You can however sell other things through your app. Turning your online shop into an app is probably the best way to sell to your regular customers, as discussed in the next subheading.

Sales push

Apps are the best possible communication channel to your customers. Once you’re on their phone, they’re yours. You can easily communicate with them and notify them about promotions, new items and changes in your shop. If you have an online shop and turn it into an app, each install is a new loyal customer that you can get maximum value from.

The great thing about shopping apps is that they don’t suffer from setbacks that plague newsletters and social media… unless you do it wrong.

Newsletters get opened rather seldomly or get lost in spam or in the promotions tab of your customers inbox. Don’t get me wrong, emailing your customers is till a great way to sell, it’s just not the best way anymore.

Most social media sites give less and less organic impressions to businesses. It makes sense, they want you to pay to get in touch with your audience, it’s where they make their money.

Your app on the other hand, is on your customers phone. They will receive and see your notification every time and since it’s your app, you don’t have to pay to send it out. Imagine if you had a newsletter list where everyone would open your emails or a social media site that would show your post to each and every one of your followers every time. That’s basically what having your own shopping app feels like.

Now, you still have to do it right. People don’t open push notifications a 100% of the time, but it can be pretty darn close, if they feel they get value. The best advice would be to not over do it. Did you just list 10 new products? They don’t need 10 notifications. Do you add products every day? Nobody wants to get spammed every day, so group the products together and use one or two notifications a week. Did you just start a promotion where everything is 20% off? Now that’s something that everyone of your customers is going to want to know about!

What apps are appropriate for this monetization model?

Obviously, shopping apps. You can easily make your own out of your online shop with Upsquare.

HINT: You don’t have your shop built on one of the supported platforms? Make a simple “blog” app with Upsquare and use it just for promotion notifications. It’s not going to be a full blown shopping app, but it’s still going to yield great results!

What is the right app monetization model for me?

You’ll have to answer that question yourself. Most of the time the answer will be advertisement. Sometimes it will be a mix of different models.

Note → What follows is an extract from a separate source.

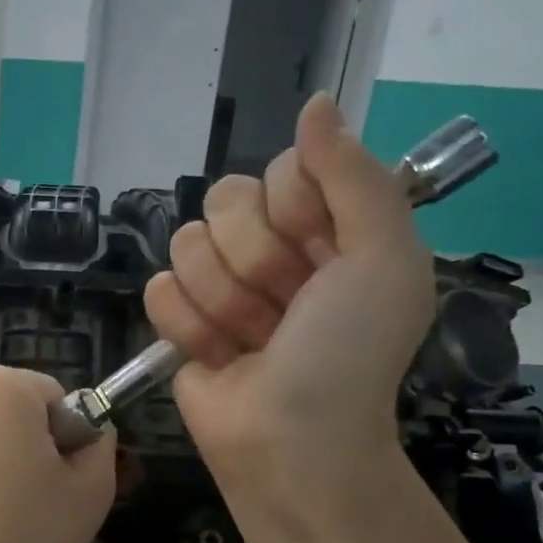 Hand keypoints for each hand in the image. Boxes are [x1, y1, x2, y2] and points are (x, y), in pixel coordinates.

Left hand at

I’ll just leave you with a couple of final thoughts and/or pointers that I couldn’t squeeze in anywhere else:

  • Got quality content, but no product? Advertising revenue is calling.
  • Don’t place ads on a shopping app. It leaves the door wide open for your competitors to steal your customers.
  • Mixing models like advertisement and in-app purchases can be a good idea, but don’t overdo it. Nobody likes to pay for something and then have to look at ads.
  • You really don’t want to abide by the second point? Explore the world of affiliate marketing. You’ll get more control over what you advertise and you can promote products from other merchants that complement, instead of compete, with your products.